Collaborating With Your Private Equity Partner on the Next Exit

When you are just starting the process of selling your business, you’re probably not thinking too much about the next exit. But when selling to a financial buyer like a private equity firm – or when vetting potential growth or minority investors – it’s wise to take this into consideration and have a thorough understanding of what this second exit will look like, even before the original transaction closes. We’ll use investor, private equity firm, and capital partner interchangeably throughout this blog.

While it may feel like putting the cart before the horse to discuss an investor’s exit even before they’ve invested in your company, discussing their timeline and plans allows you to ensure alignment with your expectations. When we invest in companies, for example, we share our timeline for the eventual second exit even before a Letter of Intent is signed, often during the buyer visit (or management presentation) stage of a transaction. We ask owners and management teams what their expectations are and what their goals would be for that next exit, and work together to include that in the overall vision for the partnership.

For us, the timing and process for the second exit is collaborative. We never push for an exit from our investment at the expense of the long-term health of the company. Instead, we are in regular dialogue with our management partners at each company as to when would be the best time for the exit process to take place. As with most areas of a transaction, we’re looking for win-win-win solutions that benefit all of our stakeholders, including our management teams and investors.

Ongoing Preparation

Typically, there will be set goals that trigger the second exit process. With our partner companies, we set these early on in an investment and set aside a bit of time at each quarterly board meeting to measure progress against them. Even though the date is a moving target, having a general idea of timeline helps to proactively evaluate and solve for areas of risk in the business.

These may have been identified during the due diligence phase of the investment transaction, or could arise as the partnership progresses. These tend to be longer-term items, such as a higher customer concentration that requires a business development plan to win new customers. Or, there could be a keyman risk or succession gap, leading to one or more recruitment processes.

Another ongoing area of focus should be data. Together, you and your capital partner can assess the quality and availability of data about your company. What other data points should you be tracking (not just for exit purposes, but to help improve the business)? What holes exist in the data (these could have been identified in the due diligence phase of the initial transaction)? Is your data easily accessible? Is it workable? Getting your data in order is a great long-term step before any transaction, so lean on your private equity firm to help with this step.

Exit Phase

Once the exit goals are in sight, more rigorous preparation can begin. A good capital partner will lead much of this preparation to alleviate the burden from business owners, including evaluating the exit and M&A environment. About six to nine months prior to the target exit date, you will likely engage an investment bank to lead the process. Your private equity partner should lead this process, compiling an initial list of banks to interview. As with the long-term preparation, choosing the investment banker should be collaborative. You should have a large say in which group is going to represent your company.

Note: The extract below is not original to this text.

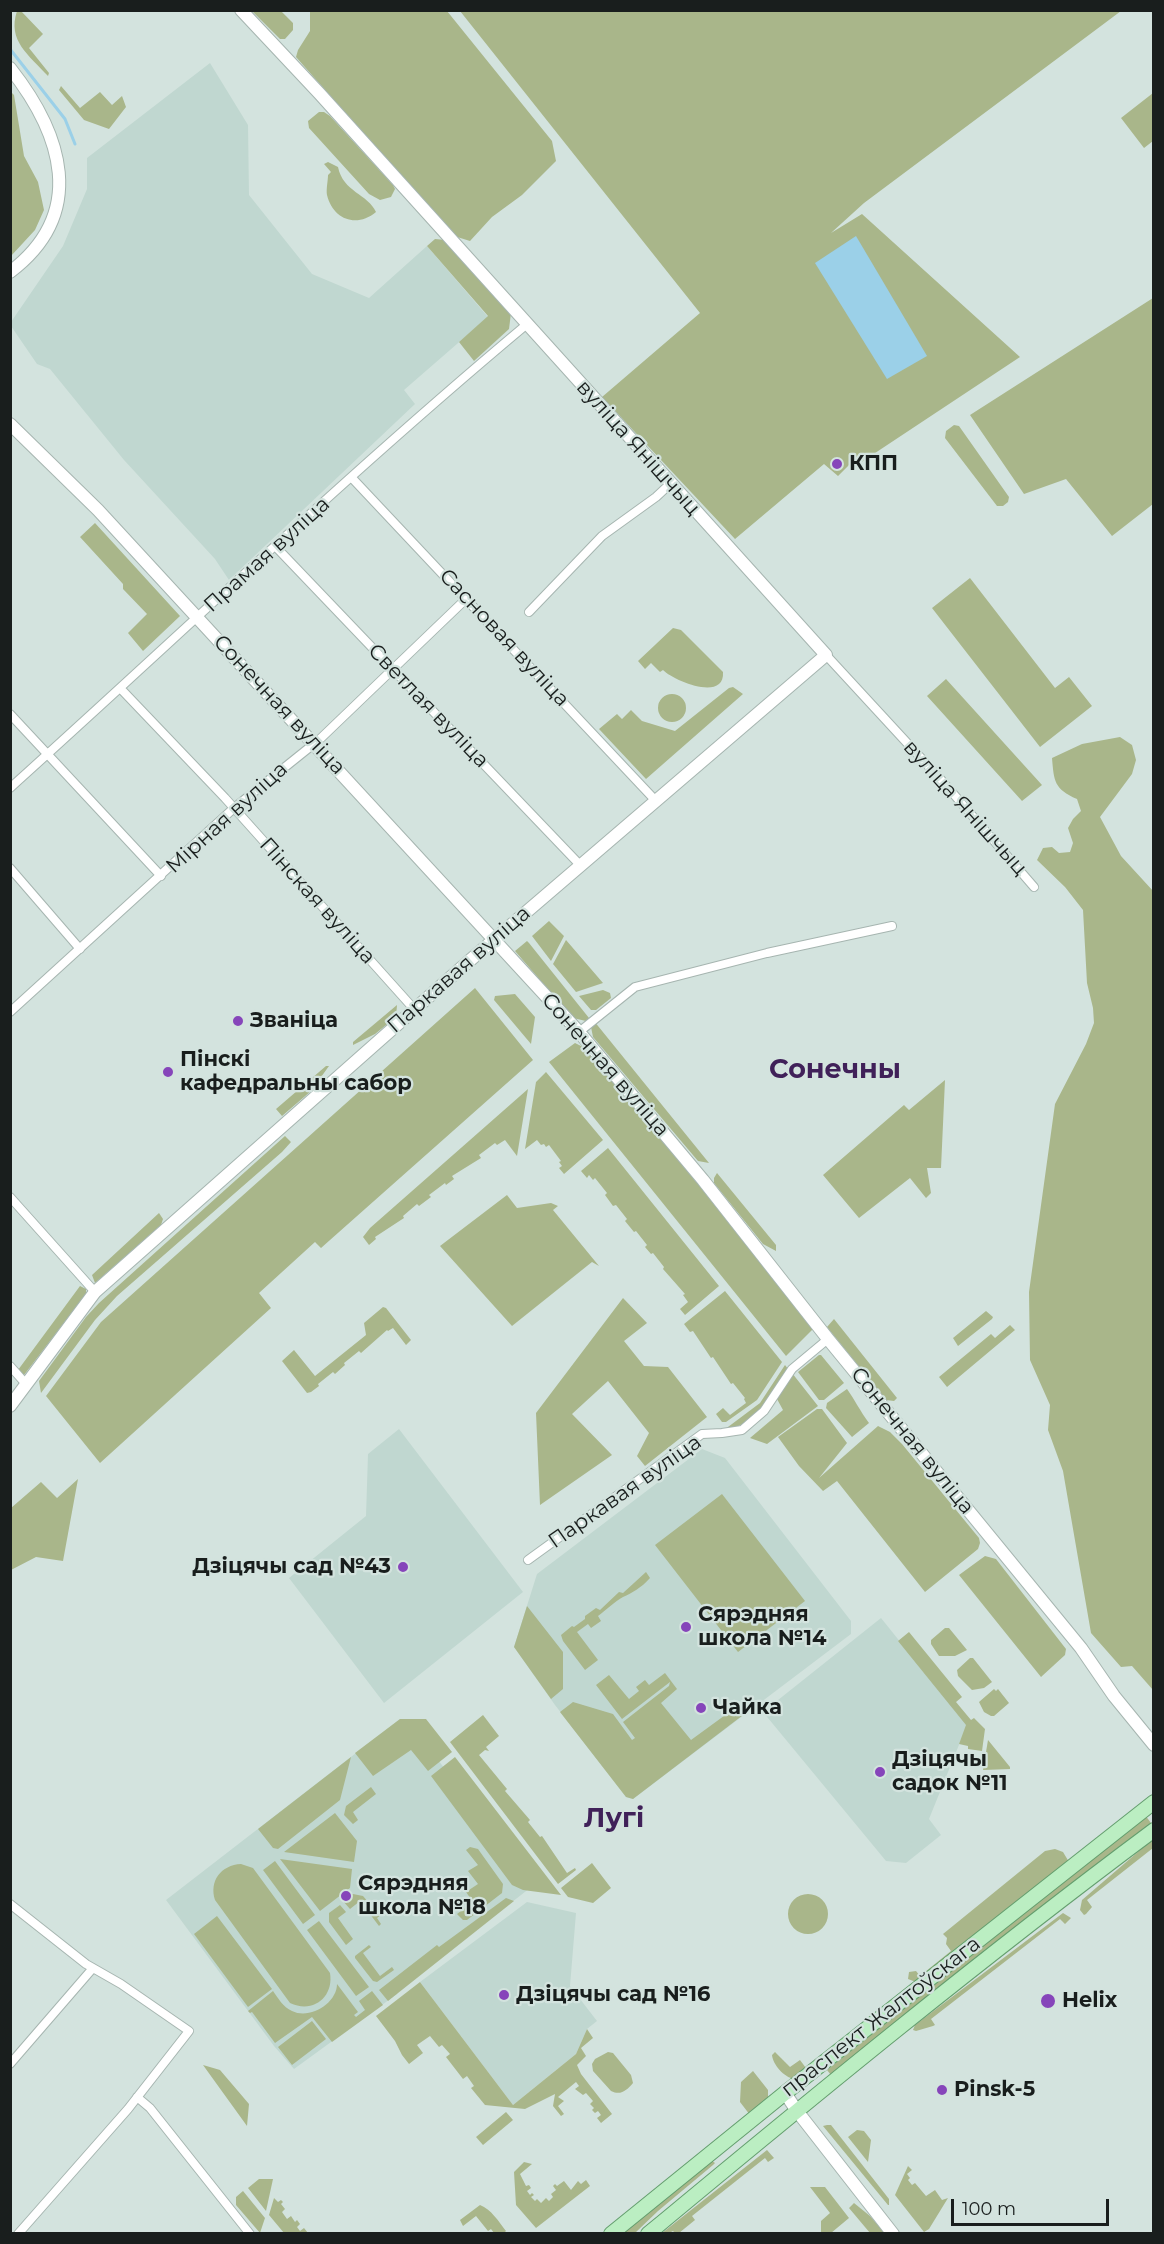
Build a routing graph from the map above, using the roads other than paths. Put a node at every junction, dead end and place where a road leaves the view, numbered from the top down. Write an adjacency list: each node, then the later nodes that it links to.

Before the sale process is launched, there will be a period of intense organization involving you, your team, your private equity firm, and the investment bank’s team. This will look very similar to the previous transaction, and includes organizing your company’s data, articulating the company’s growth story, and testing your processes and systems. Your private equity firm should be leading this stage, though you and some members of your team (specifically your CFO or Controller) will still be actively involved.

This is also a good time for you to reflect on your previous transaction. Think about what questions your capital partner asked you during the due diligence phase that you didn’t have a great handle on. What roadblocks or delays occurred in that transaction and why? Your private equity firm should be able to help identify these areas, but as with the previous transaction, you know your business best and will be the main voice for the company. Use the answers to these questions to better prepare yourself for the new process.

The Final Countdown

Unsurprisingly given the theme of this blog, we believe choosing the buyer should be a collaborative process. We work to ensure that our partners are not only okay with the buyer chosen, but actually excited to work with them going forward. That’s why we tend to step more into the background once discussions with potential buyers (such as buyer visits) begin. We want our partners to establish trust and comfort with the buyers themselves, and confirm if there is a good two-way fit. As with the previous transaction, you’ll be the one answering questions or offering explanations during the diligence phase.

Once an LOI is signed, a good private equity firm will step back into the lead role, leading negotiations and legal documentation. As you may remember from the previous transaction, this can take a significant amount of time and effort; you may find it refreshing to be able to focus mostly on running the business this time.